For each line below that includes the word "name", make a copy.

| Exercise materials |

________________

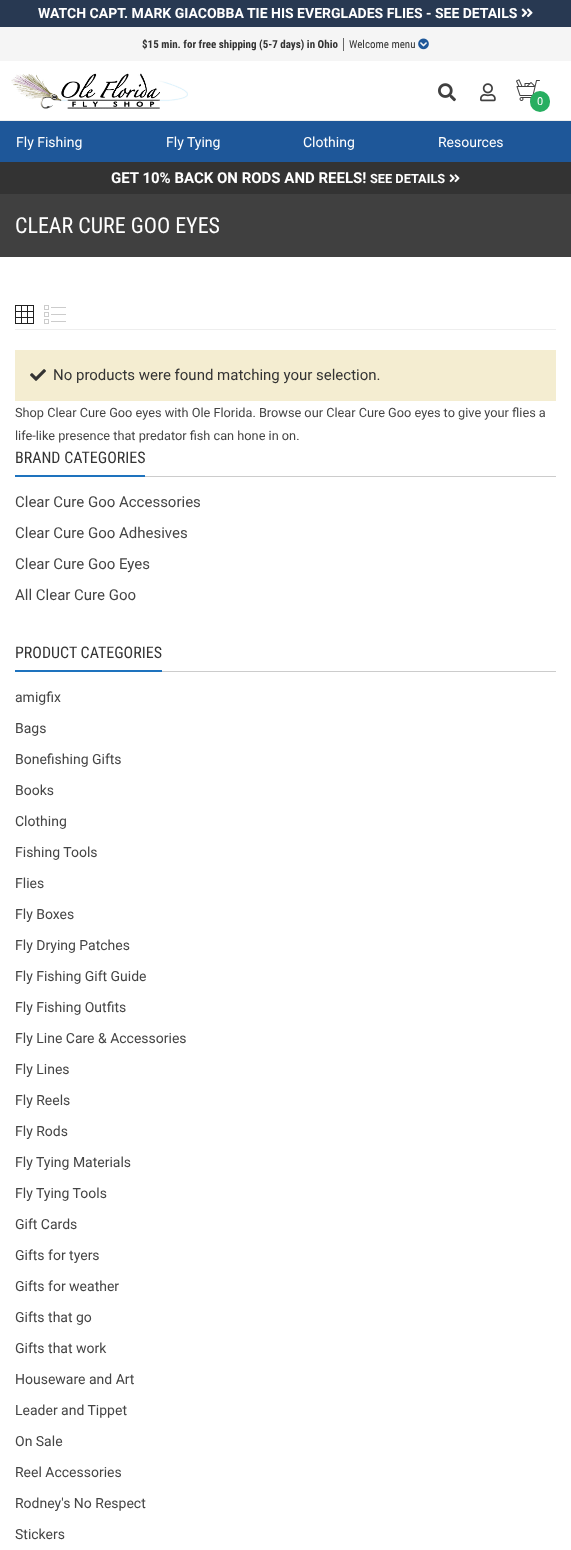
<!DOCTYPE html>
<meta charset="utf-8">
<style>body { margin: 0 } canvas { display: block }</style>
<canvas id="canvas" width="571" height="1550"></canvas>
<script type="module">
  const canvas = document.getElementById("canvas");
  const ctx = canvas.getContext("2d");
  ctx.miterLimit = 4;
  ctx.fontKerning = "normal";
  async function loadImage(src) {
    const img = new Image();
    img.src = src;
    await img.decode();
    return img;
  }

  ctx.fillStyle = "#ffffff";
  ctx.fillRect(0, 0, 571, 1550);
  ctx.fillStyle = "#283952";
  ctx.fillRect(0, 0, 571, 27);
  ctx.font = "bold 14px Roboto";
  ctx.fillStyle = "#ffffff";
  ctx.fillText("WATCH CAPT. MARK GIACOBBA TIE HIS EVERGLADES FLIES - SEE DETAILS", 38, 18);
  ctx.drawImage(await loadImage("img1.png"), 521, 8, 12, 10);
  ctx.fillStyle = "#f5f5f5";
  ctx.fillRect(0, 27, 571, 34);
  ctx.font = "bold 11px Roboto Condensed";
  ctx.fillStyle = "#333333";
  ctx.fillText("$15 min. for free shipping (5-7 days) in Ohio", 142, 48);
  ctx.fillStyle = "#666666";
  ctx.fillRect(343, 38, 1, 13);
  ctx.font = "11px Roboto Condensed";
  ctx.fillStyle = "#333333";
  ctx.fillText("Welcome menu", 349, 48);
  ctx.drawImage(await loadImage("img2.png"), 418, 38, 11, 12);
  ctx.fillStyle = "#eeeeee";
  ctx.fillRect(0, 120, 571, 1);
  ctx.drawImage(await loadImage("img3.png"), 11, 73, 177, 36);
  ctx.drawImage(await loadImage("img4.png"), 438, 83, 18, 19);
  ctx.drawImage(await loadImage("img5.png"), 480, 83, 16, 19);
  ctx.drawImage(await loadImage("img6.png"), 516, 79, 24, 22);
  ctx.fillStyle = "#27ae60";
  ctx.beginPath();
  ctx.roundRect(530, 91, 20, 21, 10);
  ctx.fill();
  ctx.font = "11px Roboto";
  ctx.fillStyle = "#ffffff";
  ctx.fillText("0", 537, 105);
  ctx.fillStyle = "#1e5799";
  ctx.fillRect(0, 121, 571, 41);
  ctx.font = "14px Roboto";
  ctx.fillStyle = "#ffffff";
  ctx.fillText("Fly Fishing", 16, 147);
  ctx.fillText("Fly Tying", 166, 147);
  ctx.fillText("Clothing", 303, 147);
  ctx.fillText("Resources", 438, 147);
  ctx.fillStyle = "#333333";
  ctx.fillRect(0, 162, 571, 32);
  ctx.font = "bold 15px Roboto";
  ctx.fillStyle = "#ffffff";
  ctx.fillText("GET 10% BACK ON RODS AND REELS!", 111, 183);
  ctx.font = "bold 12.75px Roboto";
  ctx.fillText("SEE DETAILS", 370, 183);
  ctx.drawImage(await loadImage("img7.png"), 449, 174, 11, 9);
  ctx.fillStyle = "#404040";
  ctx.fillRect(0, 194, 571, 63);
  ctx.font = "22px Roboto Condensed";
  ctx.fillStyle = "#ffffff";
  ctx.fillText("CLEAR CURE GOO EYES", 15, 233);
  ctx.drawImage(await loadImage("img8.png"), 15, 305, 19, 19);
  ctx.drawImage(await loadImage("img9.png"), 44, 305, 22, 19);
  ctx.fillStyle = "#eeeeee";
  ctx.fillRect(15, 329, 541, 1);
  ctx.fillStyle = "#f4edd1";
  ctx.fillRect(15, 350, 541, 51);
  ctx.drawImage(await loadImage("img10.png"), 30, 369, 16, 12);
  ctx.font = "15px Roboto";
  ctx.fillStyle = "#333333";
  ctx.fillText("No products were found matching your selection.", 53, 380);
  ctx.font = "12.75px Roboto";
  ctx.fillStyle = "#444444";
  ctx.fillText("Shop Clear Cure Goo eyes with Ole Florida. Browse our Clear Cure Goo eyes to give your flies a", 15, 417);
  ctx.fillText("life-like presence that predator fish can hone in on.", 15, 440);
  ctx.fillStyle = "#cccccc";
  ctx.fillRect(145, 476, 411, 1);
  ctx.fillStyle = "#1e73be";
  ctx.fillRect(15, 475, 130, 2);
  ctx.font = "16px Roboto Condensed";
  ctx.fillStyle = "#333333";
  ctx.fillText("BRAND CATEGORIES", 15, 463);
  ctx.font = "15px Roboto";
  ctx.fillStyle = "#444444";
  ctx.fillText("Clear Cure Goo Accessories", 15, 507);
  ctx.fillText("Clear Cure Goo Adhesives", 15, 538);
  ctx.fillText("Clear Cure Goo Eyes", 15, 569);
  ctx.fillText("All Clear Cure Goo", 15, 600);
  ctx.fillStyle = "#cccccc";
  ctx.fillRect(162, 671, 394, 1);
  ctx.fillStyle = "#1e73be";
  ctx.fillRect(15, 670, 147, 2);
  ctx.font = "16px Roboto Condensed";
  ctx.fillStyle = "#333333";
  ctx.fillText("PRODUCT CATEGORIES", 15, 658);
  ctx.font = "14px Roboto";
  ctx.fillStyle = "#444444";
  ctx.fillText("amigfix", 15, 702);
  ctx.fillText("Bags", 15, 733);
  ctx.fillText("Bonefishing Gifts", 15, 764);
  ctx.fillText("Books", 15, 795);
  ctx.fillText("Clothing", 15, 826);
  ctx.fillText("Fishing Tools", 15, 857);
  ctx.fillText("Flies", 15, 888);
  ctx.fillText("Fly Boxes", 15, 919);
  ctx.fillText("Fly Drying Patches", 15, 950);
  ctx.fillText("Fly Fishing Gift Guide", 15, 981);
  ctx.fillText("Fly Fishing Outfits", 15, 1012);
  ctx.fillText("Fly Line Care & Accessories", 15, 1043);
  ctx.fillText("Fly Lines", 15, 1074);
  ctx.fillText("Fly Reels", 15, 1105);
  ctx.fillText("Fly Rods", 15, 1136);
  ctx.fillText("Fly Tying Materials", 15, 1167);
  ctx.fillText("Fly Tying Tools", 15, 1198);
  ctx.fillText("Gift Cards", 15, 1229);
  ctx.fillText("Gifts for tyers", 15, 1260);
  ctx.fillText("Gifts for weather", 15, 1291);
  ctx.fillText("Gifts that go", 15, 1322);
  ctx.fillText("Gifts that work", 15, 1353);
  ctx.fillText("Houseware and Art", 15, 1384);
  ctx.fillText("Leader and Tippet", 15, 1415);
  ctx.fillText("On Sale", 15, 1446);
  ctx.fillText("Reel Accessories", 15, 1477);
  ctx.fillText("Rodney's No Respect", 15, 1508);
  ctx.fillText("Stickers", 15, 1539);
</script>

________________

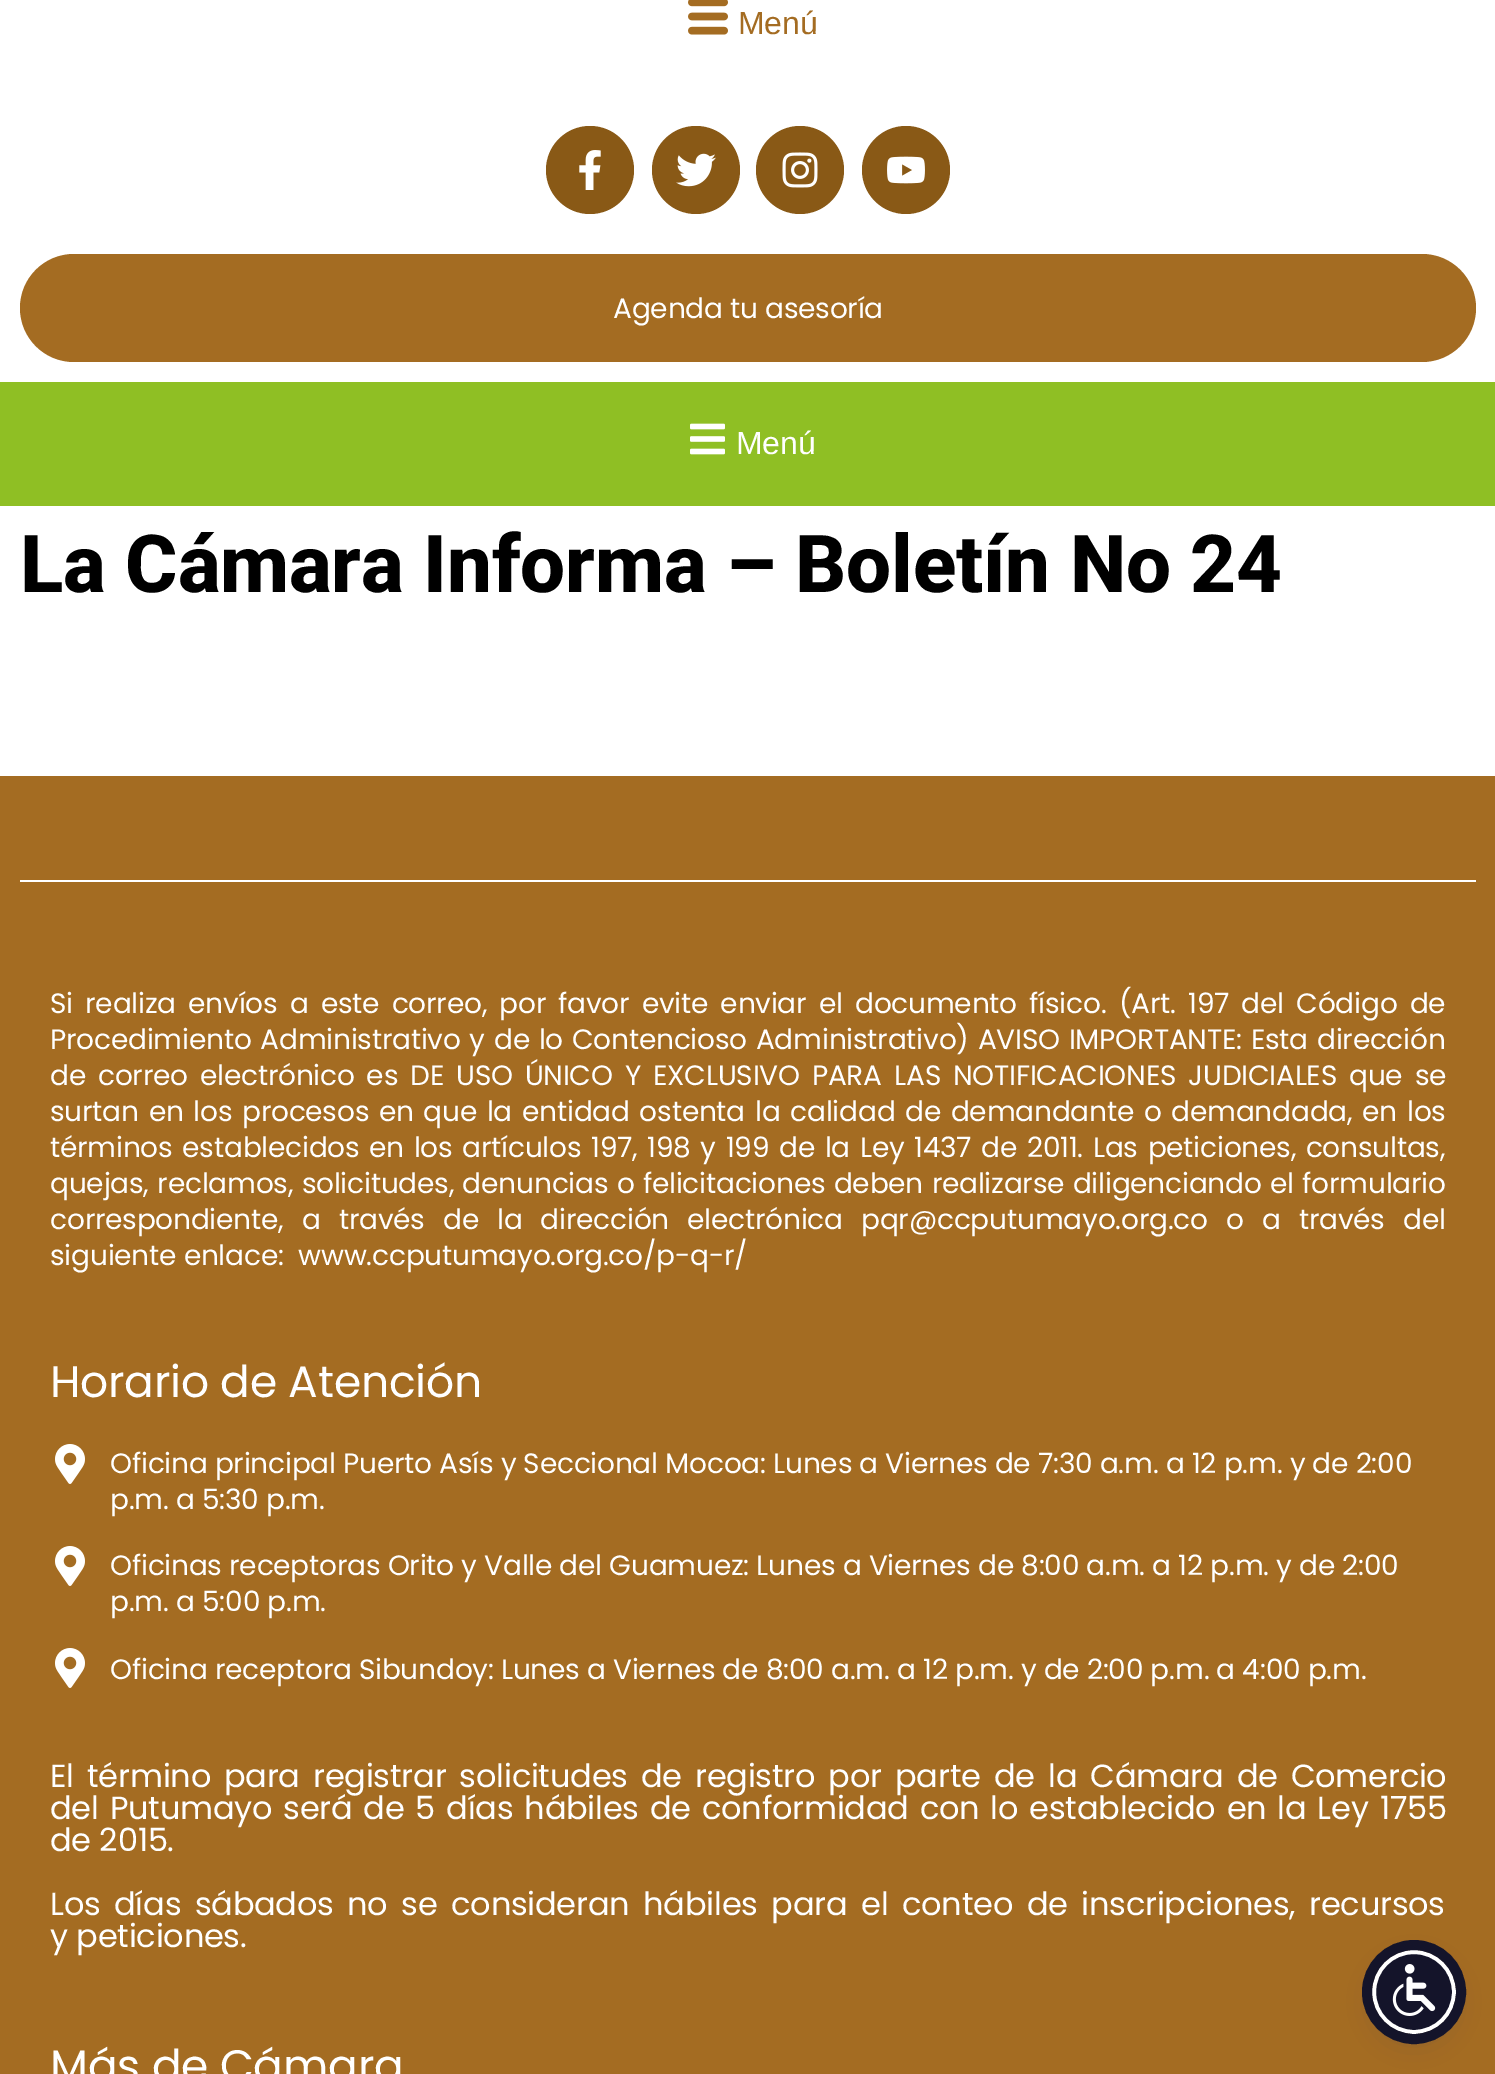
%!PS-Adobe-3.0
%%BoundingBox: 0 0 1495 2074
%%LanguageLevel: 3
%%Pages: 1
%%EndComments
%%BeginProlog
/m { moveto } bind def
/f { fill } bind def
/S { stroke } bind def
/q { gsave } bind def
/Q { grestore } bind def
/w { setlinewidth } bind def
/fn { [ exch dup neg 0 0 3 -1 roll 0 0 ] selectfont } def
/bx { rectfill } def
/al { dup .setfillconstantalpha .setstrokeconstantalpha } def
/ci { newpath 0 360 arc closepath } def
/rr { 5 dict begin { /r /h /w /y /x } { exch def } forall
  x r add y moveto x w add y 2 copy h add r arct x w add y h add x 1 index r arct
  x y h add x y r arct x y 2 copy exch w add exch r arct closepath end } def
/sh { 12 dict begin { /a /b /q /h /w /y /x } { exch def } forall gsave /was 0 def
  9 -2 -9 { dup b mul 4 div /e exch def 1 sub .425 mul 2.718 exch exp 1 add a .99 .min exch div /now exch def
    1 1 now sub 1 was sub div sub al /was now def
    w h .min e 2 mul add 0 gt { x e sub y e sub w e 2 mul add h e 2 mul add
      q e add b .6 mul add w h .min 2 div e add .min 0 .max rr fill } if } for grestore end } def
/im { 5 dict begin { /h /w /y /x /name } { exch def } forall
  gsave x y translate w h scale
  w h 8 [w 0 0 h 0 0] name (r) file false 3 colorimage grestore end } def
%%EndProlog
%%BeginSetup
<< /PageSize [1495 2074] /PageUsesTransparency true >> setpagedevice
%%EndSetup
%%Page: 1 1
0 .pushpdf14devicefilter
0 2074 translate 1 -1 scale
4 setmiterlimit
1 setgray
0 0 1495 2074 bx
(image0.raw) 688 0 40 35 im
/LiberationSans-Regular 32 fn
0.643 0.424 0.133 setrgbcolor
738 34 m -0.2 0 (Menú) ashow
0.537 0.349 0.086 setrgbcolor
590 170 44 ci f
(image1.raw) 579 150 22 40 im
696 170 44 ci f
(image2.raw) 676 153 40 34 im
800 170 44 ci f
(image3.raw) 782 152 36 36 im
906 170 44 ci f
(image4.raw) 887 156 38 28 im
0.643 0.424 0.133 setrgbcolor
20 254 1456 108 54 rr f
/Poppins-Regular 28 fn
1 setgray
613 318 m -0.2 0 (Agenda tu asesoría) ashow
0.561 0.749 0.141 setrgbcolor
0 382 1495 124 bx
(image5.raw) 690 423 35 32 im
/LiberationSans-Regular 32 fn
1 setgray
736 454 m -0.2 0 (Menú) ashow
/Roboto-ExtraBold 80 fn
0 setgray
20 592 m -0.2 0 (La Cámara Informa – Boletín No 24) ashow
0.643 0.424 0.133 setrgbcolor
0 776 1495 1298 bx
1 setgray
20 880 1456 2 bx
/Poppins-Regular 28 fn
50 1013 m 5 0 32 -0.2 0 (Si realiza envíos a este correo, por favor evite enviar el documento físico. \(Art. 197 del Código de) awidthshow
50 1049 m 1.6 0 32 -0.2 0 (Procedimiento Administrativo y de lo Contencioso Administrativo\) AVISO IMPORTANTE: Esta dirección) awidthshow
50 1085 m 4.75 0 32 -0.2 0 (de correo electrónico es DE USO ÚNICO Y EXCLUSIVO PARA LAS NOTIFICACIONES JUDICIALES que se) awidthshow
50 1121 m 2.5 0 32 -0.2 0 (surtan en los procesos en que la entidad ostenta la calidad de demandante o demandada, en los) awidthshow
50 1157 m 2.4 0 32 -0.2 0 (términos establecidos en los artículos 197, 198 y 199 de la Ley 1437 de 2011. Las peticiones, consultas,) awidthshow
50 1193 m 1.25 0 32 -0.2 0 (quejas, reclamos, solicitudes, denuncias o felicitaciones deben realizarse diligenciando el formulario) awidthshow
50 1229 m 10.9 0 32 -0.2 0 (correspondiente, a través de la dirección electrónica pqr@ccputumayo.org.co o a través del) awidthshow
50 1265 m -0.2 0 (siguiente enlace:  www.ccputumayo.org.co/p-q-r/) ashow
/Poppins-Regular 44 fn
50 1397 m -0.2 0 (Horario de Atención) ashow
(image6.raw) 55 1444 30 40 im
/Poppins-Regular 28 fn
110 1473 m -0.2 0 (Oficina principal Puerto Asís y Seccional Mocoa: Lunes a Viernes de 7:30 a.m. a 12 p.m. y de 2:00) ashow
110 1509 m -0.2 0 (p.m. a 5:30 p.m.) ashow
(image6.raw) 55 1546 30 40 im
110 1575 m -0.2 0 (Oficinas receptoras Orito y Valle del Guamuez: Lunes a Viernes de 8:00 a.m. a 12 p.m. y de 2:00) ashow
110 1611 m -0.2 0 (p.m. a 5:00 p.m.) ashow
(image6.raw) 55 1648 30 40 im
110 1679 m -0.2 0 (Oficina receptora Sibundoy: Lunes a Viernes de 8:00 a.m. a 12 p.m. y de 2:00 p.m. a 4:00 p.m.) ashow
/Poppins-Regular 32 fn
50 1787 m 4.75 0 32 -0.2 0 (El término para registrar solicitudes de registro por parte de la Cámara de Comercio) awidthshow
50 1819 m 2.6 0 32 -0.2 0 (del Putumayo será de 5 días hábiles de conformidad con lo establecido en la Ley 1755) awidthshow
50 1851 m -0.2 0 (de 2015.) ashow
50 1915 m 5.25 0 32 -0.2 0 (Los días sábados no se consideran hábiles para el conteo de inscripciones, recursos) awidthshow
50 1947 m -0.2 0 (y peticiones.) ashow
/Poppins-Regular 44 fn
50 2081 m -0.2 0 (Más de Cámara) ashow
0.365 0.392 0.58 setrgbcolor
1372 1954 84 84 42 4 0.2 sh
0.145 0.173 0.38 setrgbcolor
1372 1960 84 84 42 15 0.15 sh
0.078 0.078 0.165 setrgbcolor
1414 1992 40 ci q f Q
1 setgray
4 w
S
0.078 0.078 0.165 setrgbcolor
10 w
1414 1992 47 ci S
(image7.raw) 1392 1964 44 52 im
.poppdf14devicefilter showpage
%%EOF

________________

| Result for this task |
/im { 5 dict begin { /h /w /y /x /name } { exch def } forall
  w h 8 [w 0 0 h 0 0] name (r) file false 3 colorimage grestore end } def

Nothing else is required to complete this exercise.